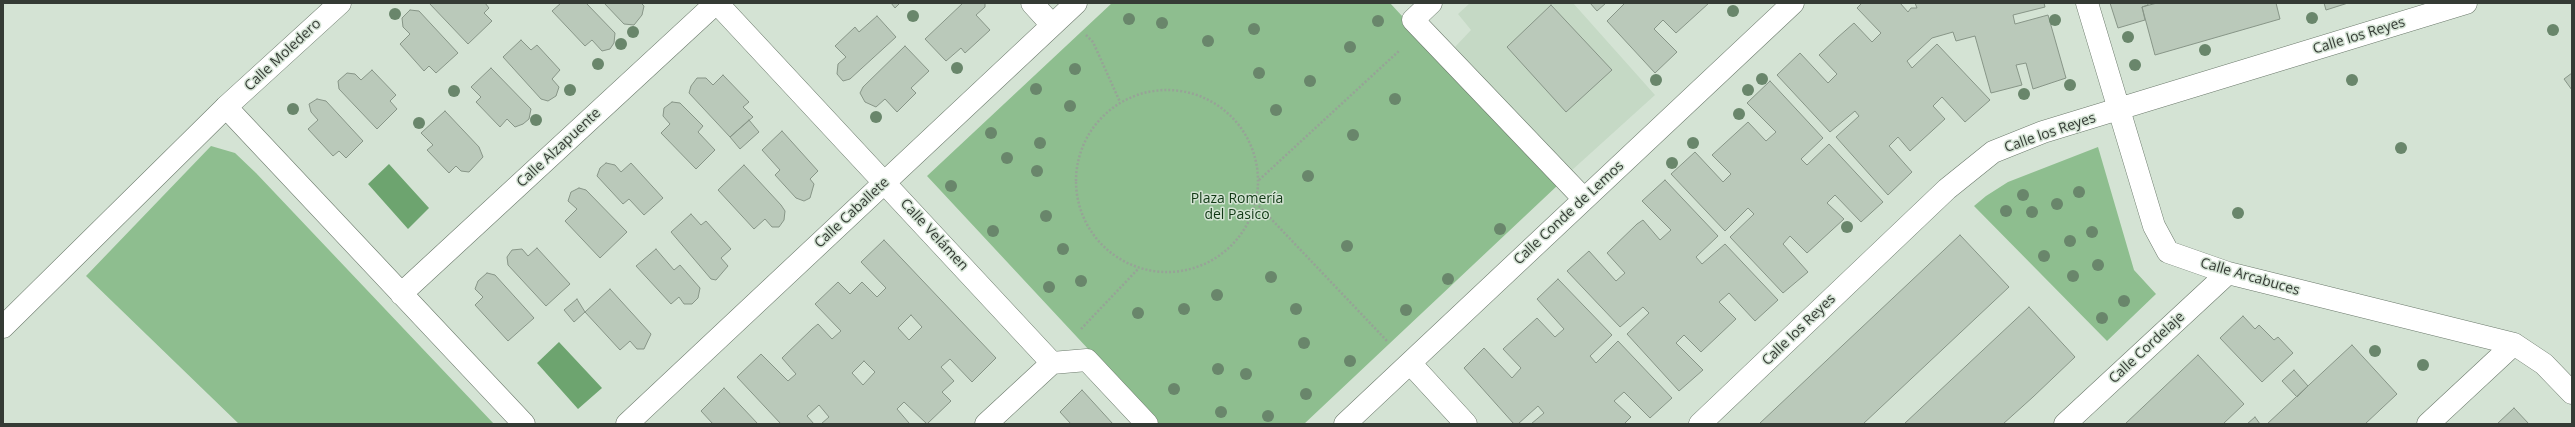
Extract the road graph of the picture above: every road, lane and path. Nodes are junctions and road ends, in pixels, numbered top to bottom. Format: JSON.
{"nodes":[{"id":1,"x":340,"y":3,"type":"edge"},
{"id":2,"x":717,"y":3,"type":"edge"},
{"id":3,"x":1032,"y":3,"type":"edge"},
{"id":4,"x":1076,"y":3,"type":"edge"},
{"id":5,"x":1431,"y":3,"type":"edge"},
{"id":6,"x":1793,"y":3,"type":"edge"},
{"id":7,"x":2087,"y":3,"type":"edge"},
{"id":8,"x":2466,"y":3,"type":"edge"},
{"id":9,"x":1052,"y":25,"type":"junction"},
{"id":10,"x":1422,"y":28,"type":"junction"},
{"id":11,"x":1084,"y":32,"type":"dead end"},
{"id":12,"x":1120,"y":102,"type":"junction"},
{"id":13,"x":226,"y":108,"type":"junction"},
{"id":14,"x":2120,"y":109,"type":"junction"},
{"id":15,"x":1259,"y":180,"type":"junction"},
{"id":16,"x":885,"y":182,"type":"junction"},
{"id":17,"x":1584,"y":199,"type":"junction"},
{"id":18,"x":1256,"y":203,"type":"junction"},
{"id":19,"x":1139,"y":268,"type":"junction"},
{"id":20,"x":2228,"y":273,"type":"junction"},
{"id":21,"x":401,"y":294,"type":"junction"},
{"id":22,"x":3,"y":327,"type":"edge"},
{"id":23,"x":1079,"y":331,"type":"dead end"},
{"id":24,"x":2514,"y":344,"type":"junction"},
{"id":25,"x":1394,"y":348,"type":"dead end"},
{"id":26,"x":1052,"y":363,"type":"junction"},
{"id":27,"x":1410,"y":363,"type":"junction"},
{"id":28,"x":2572,"y":393,"type":"edge"},
{"id":29,"x":524,"y":424,"type":"edge"},
{"id":30,"x":627,"y":424,"type":"edge"},
{"id":31,"x":986,"y":424,"type":"edge"},
{"id":32,"x":1146,"y":424,"type":"edge"},
{"id":33,"x":1345,"y":424,"type":"edge"},
{"id":34,"x":1466,"y":424,"type":"edge"},
{"id":35,"x":1700,"y":424,"type":"edge"},
{"id":36,"x":2066,"y":424,"type":"edge"},
{"id":37,"x":2428,"y":424,"type":"edge"}],
"edges":[{"from":1,"to":13,"type":"street","name":"Calle Moledero"},
{"from":2,"to":16,"type":"street","name":"Calle Velámen"},
{"from":2,"to":21,"type":"street","name":"Calle Alzapuente"},
{"from":3,"to":9,"type":"street"},
{"from":4,"to":9,"type":"street","name":"Calle Caballete"},
{"from":5,"to":10,"type":"street"},
{"from":6,"to":17,"type":"street","name":"Calle Conde de Lemos"},
{"from":7,"to":14,"type":"street","name":"Calle Arcabuces"},
{"from":8,"to":14,"type":"street","name":"Calle los Reyes"},
{"from":9,"to":16,"type":"street","name":"Calle Caballete"},
{"from":10,"to":15,"type":"path"},
{"from":10,"to":17,"type":"street"},
{"from":11,"to":12,"type":"path"},
{"from":12,"to":15,"type":"path"},
{"from":12,"to":19,"type":"path"},
{"from":13,"to":21,"type":"street"},
{"from":13,"to":22,"type":"street","name":"Calle Moledero"},
{"from":14,"to":20,"type":"street","name":"Calle Arcabuces"},
{"from":14,"to":35,"type":"street","name":"Calle los Reyes"},
{"from":15,"to":18,"type":"path"},
{"from":16,"to":26,"type":"street","name":"Calle Velámen"},
{"from":16,"to":30,"type":"street","name":"Calle Caballete"},
{"from":17,"to":27,"type":"street","name":"Calle Conde de Lemos"},
{"from":18,"to":19,"type":"path"},
{"from":18,"to":25,"type":"path"},
{"from":19,"to":23,"type":"path"},
{"from":20,"to":24,"type":"street","name":"Calle Arcabuces"},
{"from":20,"to":36,"type":"street","name":"Calle Cordelaje"},
{"from":21,"to":29,"type":"street"},
{"from":24,"to":28,"type":"street","name":"Calle Arcabuces"},
{"from":24,"to":37,"type":"street"},
{"from":26,"to":31,"type":"street"},
{"from":26,"to":32,"type":"street"},
{"from":27,"to":33,"type":"street","name":"Calle Conde de Lemos"},
{"from":27,"to":34,"type":"street"}]}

********************

◆ TASK STATEMENT ◆
Set the listing above down again exactly, leaving pictures out.

◆ SOLUTION TO THE EXERCISE ◆
Extract the road graph of the picture above: every road, lane and path. Nodes are junctions and road ends, in pixels, numbered top to bottom. Format: JSON.
{"nodes":[{"id":1,"x":340,"y":3,"type":"edge"},
{"id":2,"x":717,"y":3,"type":"edge"},
{"id":3,"x":1032,"y":3,"type":"edge"},
{"id":4,"x":1076,"y":3,"type":"edge"},
{"id":5,"x":1431,"y":3,"type":"edge"},
{"id":6,"x":1793,"y":3,"type":"edge"},
{"id":7,"x":2087,"y":3,"type":"edge"},
{"id":8,"x":2466,"y":3,"type":"edge"},
{"id":9,"x":1052,"y":25,"type":"junction"},
{"id":10,"x":1422,"y":28,"type":"junction"},
{"id":11,"x":1084,"y":32,"type":"dead end"},
{"id":12,"x":1120,"y":102,"type":"junction"},
{"id":13,"x":226,"y":108,"type":"junction"},
{"id":14,"x":2120,"y":109,"type":"junction"},
{"id":15,"x":1259,"y":180,"type":"junction"},
{"id":16,"x":885,"y":182,"type":"junction"},
{"id":17,"x":1584,"y":199,"type":"junction"},
{"id":18,"x":1256,"y":203,"type":"junction"},
{"id":19,"x":1139,"y":268,"type":"junction"},
{"id":20,"x":2228,"y":273,"type":"junction"},
{"id":21,"x":401,"y":294,"type":"junction"},
{"id":22,"x":3,"y":327,"type":"edge"},
{"id":23,"x":1079,"y":331,"type":"dead end"},
{"id":24,"x":2514,"y":344,"type":"junction"},
{"id":25,"x":1394,"y":348,"type":"dead end"},
{"id":26,"x":1052,"y":363,"type":"junction"},
{"id":27,"x":1410,"y":363,"type":"junction"},
{"id":28,"x":2572,"y":393,"type":"edge"},
{"id":29,"x":524,"y":424,"type":"edge"},
{"id":30,"x":627,"y":424,"type":"edge"},
{"id":31,"x":986,"y":424,"type":"edge"},
{"id":32,"x":1146,"y":424,"type":"edge"},
{"id":33,"x":1345,"y":424,"type":"edge"},
{"id":34,"x":1466,"y":424,"type":"edge"},
{"id":35,"x":1700,"y":424,"type":"edge"},
{"id":36,"x":2066,"y":424,"type":"edge"},
{"id":37,"x":2428,"y":424,"type":"edge"}],
"edges":[{"from":1,"to":13,"type":"street","name":"Calle Moledero"},
{"from":2,"to":16,"type":"street","name":"Calle Velámen"},
{"from":2,"to":21,"type":"street","name":"Calle Alzapuente"},
{"from":3,"to":9,"type":"street"},
{"from":4,"to":9,"type":"street","name":"Calle Caballete"},
{"from":5,"to":10,"type":"street"},
{"from":6,"to":17,"type":"street","name":"Calle Conde de Lemos"},
{"from":7,"to":14,"type":"street","name":"Calle Arcabuces"},
{"from":8,"to":14,"type":"street","name":"Calle los Reyes"},
{"from":9,"to":16,"type":"street","name":"Calle Caballete"},
{"from":10,"to":15,"type":"path"},
{"from":10,"to":17,"type":"street"},
{"from":11,"to":12,"type":"path"},
{"from":12,"to":15,"type":"path"},
{"from":12,"to":19,"type":"path"},
{"from":13,"to":21,"type":"street"},
{"from":13,"to":22,"type":"street","name":"Calle Moledero"},
{"from":14,"to":20,"type":"street","name":"Calle Arcabuces"},
{"from":14,"to":35,"type":"street","name":"Calle los Reyes"},
{"from":15,"to":18,"type":"path"},
{"from":16,"to":26,"type":"street","name":"Calle Velámen"},
{"from":16,"to":30,"type":"street","name":"Calle Caballete"},
{"from":17,"to":27,"type":"street","name":"Calle Conde de Lemos"},
{"from":18,"to":19,"type":"path"},
{"from":18,"to":25,"type":"path"},
{"from":19,"to":23,"type":"path"},
{"from":20,"to":24,"type":"street","name":"Calle Arcabuces"},
{"from":20,"to":36,"type":"street","name":"Calle Cordelaje"},
{"from":21,"to":29,"type":"street"},
{"from":24,"to":28,"type":"street","name":"Calle Arcabuces"},
{"from":24,"to":37,"type":"street"},
{"from":26,"to":31,"type":"street"},
{"from":26,"to":32,"type":"street"},
{"from":27,"to":33,"type":"street","name":"Calle Conde de Lemos"},
{"from":27,"to":34,"type":"street"}]}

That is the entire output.